The roles of nutrient stress in promoting surface colonization by Vibrio parahaemolyticus

A vast and microscopic biomass exists on the surfaces of the world around us. Many human interactions with bacteria are with surface-attached organisms. While the predominance of surface-associated bacteria has been known for a long time, our understanding of many aspects of surface colonization is still in progress. My work has focused on one facet of the complex phenomenon of surface-associated bacteria: signals for engaging the surface colonization program of bacteria, specifically surface motility.

Vibrio parahaemolyticus, the leading cause of seafood-associated gastroenteritis, is a marine and estuarine bacterium with a highly adaptable lifestyle. V. parahaemolyticus is incredibly motile. In its free-swimming state, motility is driven by a powerful polar flagellum, which can propel the bacterium at speeds of ~100 μm/s. Even with this strong propeller, the polar flagellum is unsuitable for translocation on surfaces. On surfaces, the lateral flagellar system of V. parahaemolyticus is induced resulting in production of multitudes of peritrichous lateral flagella. Differentiated swarmer cells are primed for surface motility and colonization. My thesis focuses on understanding how environmental signals, particularly iron and nutritional stress, affect this regulatory switch.
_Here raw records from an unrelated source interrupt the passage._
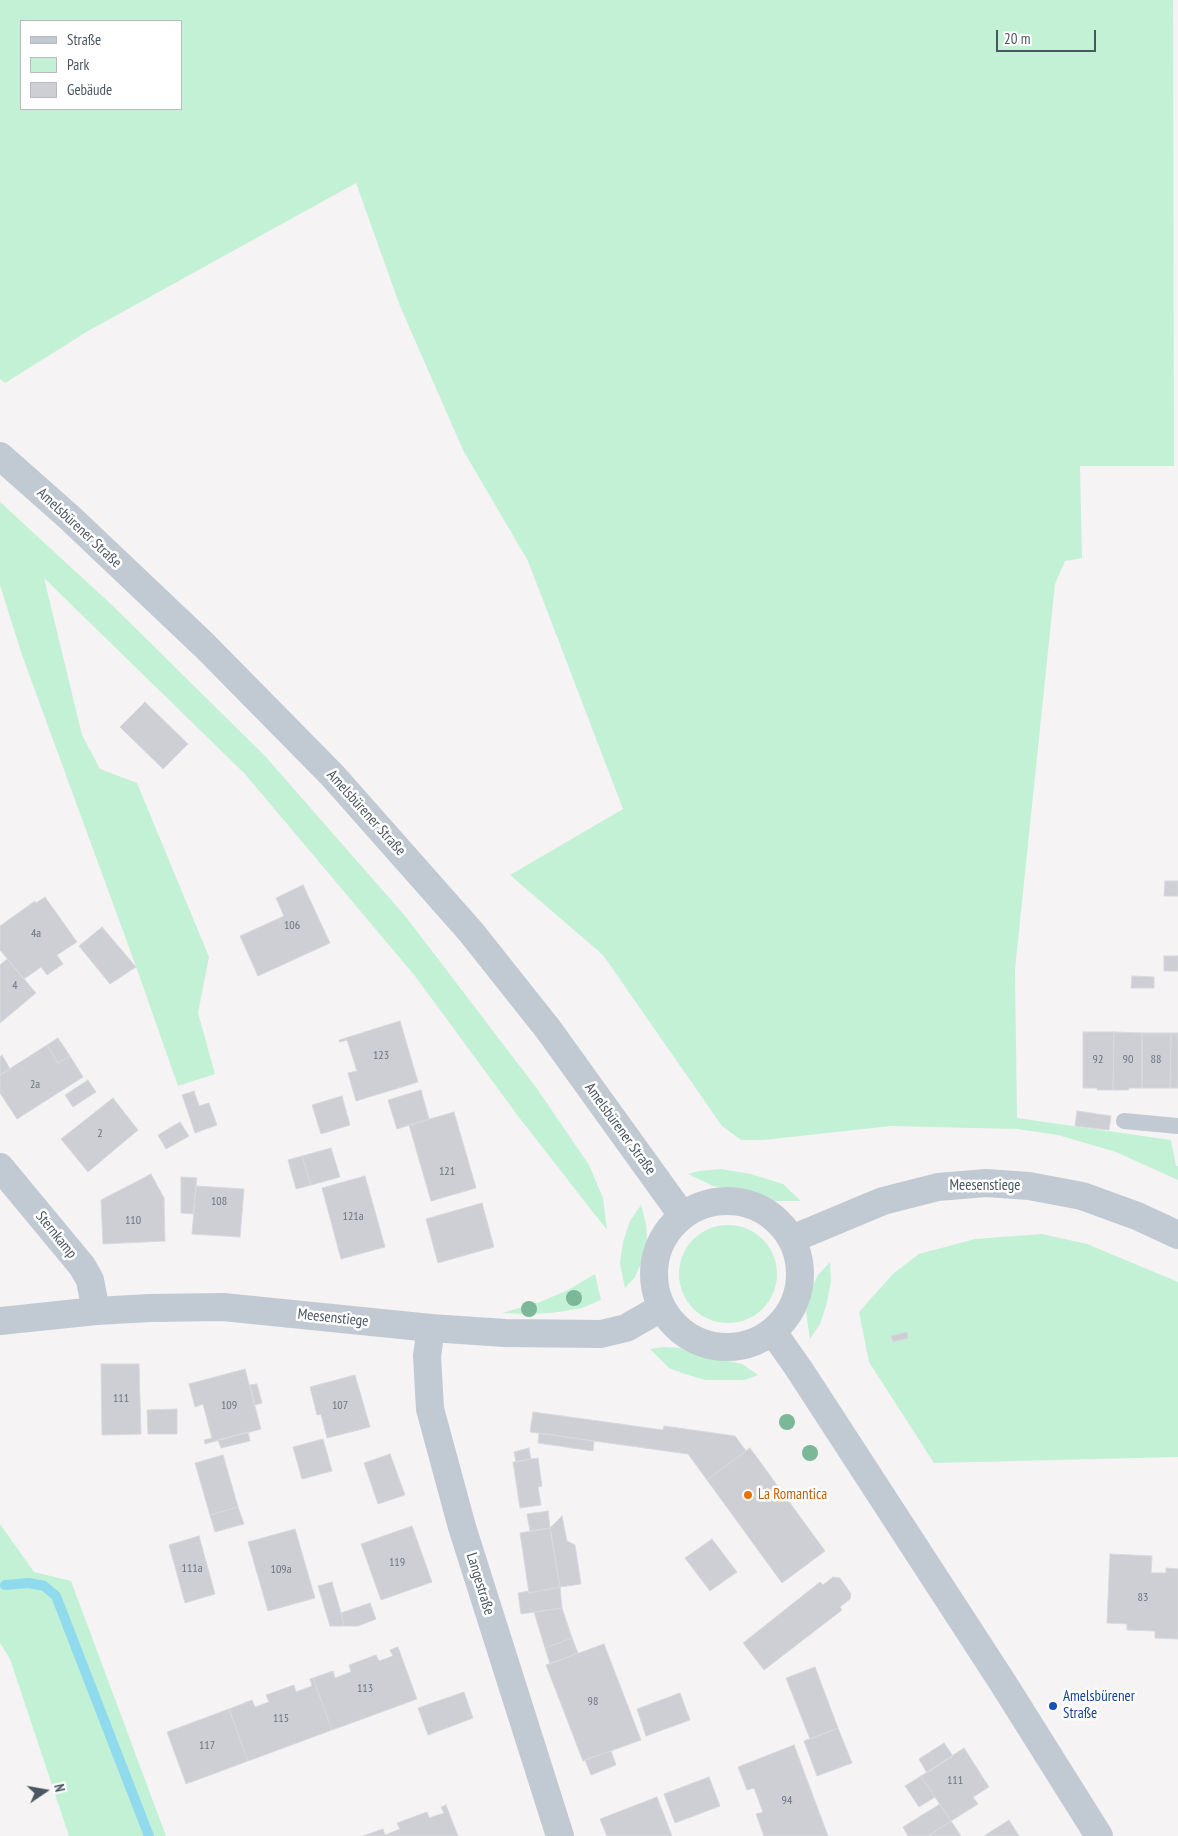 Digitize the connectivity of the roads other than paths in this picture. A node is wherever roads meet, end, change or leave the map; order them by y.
1 (0, 456) edge
2 (1124, 1121) dead end
3 (1178, 1126) edge
4 (0, 1166) edge
5 (682, 1215) junction
6 (1178, 1235) edge
7 (792, 1239) junction
8 (661, 1308) junction
9 (96, 1311) junction
10 (0, 1321) edge
11 (431, 1328) junction
12 (772, 1332) junction
13 (560, 1836) edge
14 (1099, 1836) edge

1 - 5 street, Amelsbürener Straße
2 - 3 lane
4 - 9 street, Sternkamp
5 - 7 street
5 - 8 street
6 - 7 street, Meesenstiege
7 - 12 street
8 - 11 street, Meesenstiege
8 - 12 street
9 - 10 street, Meesenstiege
9 - 11 street, Meesenstiege
11 - 13 street, Langestraße
12 - 14 street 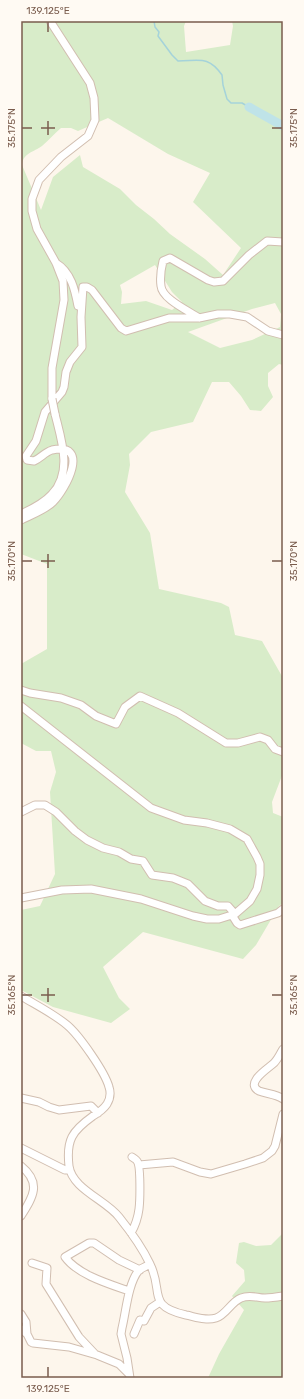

In this work, I show that the iron homeostasis regulator, Fur, represses the swarming program. I also discovered a new protein, FcrX, that modulates Fur repression by interacting directly with Fur. I show that swarmer cell differentiation is regulated by nutritional stress via the stringent response alarmones (p)ppGpp. My work adds to our understanding of how nutritional signals are integrated with environmental circumstances to affect surface colonization and survival.